President Bush outlines housing plan
Strong: homebuilding; trucking; thrifts & mortgages; health care facilities; construction materials; residential REITs; construction & engineering; office electronics; multi-line insurance; oil & gas drilling

Weak: gen. merchandise stores

Stocks rallied on Thursday as investors welcomed the White House's subprime mortgage-relief plan.

Stocks traded modestly above the unchanged mark for the majority of the trading day as investors awaited President Bush's speech on housing, and subsequently rallied as market participants embraced the White House's subprime plan.

President Bush laid out three ways for people to get help that can afford their current starter mortgage rate, but would not be able to afford the higher payments when their mortgage rate resets higher: 1) refinancing into a new private loan; 2) moving into a Federal Housing Authority-Secure loan; or 3) by freezing their rate for 5-years.

Treasury Secretary Henry Paulson spoke after Bush. He stated the subprime relief involves "no government money."

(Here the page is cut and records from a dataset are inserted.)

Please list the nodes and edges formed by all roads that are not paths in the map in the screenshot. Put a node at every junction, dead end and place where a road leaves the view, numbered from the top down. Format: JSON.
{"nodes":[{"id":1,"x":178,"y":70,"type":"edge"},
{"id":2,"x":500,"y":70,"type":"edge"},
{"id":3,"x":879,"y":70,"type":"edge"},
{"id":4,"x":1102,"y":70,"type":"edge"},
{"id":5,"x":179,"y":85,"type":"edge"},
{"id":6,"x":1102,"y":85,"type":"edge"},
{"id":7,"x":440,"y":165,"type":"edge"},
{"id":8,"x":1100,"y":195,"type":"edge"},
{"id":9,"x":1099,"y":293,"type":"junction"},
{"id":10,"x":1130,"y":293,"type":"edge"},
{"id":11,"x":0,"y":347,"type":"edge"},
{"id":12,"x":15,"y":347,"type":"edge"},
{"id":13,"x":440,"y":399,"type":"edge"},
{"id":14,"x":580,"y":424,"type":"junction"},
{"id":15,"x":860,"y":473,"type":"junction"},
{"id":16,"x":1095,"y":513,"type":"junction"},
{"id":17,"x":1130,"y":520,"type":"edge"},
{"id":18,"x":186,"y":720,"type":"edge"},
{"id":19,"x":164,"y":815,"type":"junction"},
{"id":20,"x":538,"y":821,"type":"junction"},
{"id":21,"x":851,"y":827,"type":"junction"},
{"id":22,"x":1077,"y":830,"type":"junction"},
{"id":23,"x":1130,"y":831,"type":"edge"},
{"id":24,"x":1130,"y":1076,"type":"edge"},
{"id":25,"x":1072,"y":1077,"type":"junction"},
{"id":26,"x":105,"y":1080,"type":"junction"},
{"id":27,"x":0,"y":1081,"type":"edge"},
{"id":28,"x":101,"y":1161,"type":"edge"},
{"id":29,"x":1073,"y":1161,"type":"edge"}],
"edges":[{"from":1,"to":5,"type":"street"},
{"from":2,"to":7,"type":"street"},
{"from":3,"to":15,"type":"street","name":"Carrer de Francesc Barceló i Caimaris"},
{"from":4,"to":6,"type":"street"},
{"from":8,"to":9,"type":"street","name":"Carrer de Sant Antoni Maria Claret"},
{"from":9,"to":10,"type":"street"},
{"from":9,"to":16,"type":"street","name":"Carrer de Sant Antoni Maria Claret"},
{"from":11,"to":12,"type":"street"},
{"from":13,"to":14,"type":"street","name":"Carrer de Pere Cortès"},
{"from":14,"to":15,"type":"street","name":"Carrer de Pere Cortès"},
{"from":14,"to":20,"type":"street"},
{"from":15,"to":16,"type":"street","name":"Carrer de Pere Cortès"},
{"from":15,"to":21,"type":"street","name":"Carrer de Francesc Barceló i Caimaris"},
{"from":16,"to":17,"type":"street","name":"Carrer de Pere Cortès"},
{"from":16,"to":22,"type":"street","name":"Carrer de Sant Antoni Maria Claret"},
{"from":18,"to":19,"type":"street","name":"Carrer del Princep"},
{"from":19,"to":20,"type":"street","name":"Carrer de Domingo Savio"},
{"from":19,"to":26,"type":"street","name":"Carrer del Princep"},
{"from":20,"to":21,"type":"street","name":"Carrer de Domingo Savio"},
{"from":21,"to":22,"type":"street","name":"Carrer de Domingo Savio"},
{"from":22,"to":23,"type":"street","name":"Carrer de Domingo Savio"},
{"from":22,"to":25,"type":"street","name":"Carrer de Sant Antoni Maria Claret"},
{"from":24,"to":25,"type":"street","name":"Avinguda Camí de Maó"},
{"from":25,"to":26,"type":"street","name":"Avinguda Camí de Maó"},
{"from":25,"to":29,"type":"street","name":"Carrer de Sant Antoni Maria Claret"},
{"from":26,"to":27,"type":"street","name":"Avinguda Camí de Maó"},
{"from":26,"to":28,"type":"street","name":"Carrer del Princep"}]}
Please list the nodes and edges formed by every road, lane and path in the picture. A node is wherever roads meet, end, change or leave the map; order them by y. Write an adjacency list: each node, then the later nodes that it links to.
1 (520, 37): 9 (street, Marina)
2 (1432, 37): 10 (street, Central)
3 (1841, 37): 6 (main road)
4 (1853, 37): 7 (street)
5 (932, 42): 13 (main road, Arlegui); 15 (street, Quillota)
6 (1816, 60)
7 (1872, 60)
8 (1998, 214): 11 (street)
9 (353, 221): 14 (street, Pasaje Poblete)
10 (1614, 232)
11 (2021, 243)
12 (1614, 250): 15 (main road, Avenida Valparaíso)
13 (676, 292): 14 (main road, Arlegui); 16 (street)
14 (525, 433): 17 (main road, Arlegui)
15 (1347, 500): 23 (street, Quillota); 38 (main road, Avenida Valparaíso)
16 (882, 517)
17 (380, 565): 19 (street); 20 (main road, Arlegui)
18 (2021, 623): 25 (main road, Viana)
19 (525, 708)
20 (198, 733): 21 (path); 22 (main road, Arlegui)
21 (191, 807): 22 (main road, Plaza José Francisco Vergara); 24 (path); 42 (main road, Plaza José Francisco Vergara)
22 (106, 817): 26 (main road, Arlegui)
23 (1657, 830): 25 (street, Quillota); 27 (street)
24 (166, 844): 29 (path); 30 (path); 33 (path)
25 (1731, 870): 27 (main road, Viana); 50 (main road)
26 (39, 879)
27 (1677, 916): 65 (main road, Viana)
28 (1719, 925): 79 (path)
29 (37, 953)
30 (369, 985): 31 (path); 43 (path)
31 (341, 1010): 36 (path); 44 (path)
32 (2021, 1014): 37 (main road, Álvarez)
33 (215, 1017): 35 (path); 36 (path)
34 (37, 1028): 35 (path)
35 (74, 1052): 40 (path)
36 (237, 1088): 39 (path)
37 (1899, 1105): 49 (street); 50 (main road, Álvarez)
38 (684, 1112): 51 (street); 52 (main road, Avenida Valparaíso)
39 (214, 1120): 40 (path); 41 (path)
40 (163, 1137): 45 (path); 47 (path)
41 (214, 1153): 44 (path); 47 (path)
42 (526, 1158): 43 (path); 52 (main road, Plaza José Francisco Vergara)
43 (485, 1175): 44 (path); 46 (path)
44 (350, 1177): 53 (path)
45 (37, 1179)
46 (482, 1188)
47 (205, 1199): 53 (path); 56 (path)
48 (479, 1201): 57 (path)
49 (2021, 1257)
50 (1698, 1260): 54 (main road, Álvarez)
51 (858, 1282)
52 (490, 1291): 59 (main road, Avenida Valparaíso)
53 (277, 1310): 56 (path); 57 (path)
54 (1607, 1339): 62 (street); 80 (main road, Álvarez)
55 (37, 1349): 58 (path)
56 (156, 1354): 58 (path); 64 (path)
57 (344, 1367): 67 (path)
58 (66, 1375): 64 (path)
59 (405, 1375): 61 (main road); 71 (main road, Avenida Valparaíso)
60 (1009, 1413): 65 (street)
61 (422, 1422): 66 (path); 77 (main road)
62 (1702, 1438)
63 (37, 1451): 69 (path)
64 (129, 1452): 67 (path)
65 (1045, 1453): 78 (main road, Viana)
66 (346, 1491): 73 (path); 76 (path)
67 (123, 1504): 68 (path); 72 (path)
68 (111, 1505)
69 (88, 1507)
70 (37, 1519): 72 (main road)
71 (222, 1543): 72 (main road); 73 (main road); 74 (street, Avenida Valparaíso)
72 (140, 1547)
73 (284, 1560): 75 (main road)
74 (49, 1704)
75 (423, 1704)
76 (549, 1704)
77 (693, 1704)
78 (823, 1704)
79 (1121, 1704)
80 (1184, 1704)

On a related note, according to the Mortgage Bankers Association (MBA), third quarter U.S. mortgage delinquencies rose to a 20-year high and foreclosures hit an all-time high. News of the subprime fix outweighed the negative MBA report, as indicated by the strong performance in the homebuilding (13.4%) and thrifts & mortgages (6.7%) group.

The plan will indeed help some people keep their home who otherwise would have lost it. Their ability to stay in their homes means fewer homes will be pushed on the market through foreclosure, and hence, it creates a modicum of relief for a housing market already afflicted by bloated inventory levels. On the margin, then, this is a favorable development for the economy and, by extension, for the stock market.

In economic news, new claims for unemployment for the week ended Dec. 1 fell to 338,000 from 353,000 the week before. This is actually fairly important as it shows last week rise is not a part of an uptrend that typically precedes a recession.

Retailers were in the spotlight today following their November same-store sales results. Readings can be characterized as mixed, discount retailers and department stores put up some of the best numbers while the specialty retailers were hit and miss.

Target (TGT 55.57, -4.56) warned sales trends would need to improve meaningfully in December in order to achieve its fourth quarter EPS growth, which mitigated much of the enthusiasm for the strength seen at some retailers. The S&P 500 Retailing Index (+0.1%) spent most of the day in the red, but managed to post a small gain thanks to the late-day White House induced rally.

Nine of the ten economic sectors traded higher with financials (+2.6%) and energy (+2.4%) pacing the way. Only the utilities sector (-0.1%) ended the day with a loss.

Crude oil rallied $2.74 at $90.23 per barrel. Yesterday, crude prices actually declined despite a large draw in inventories and OPEC deciding to not increase output.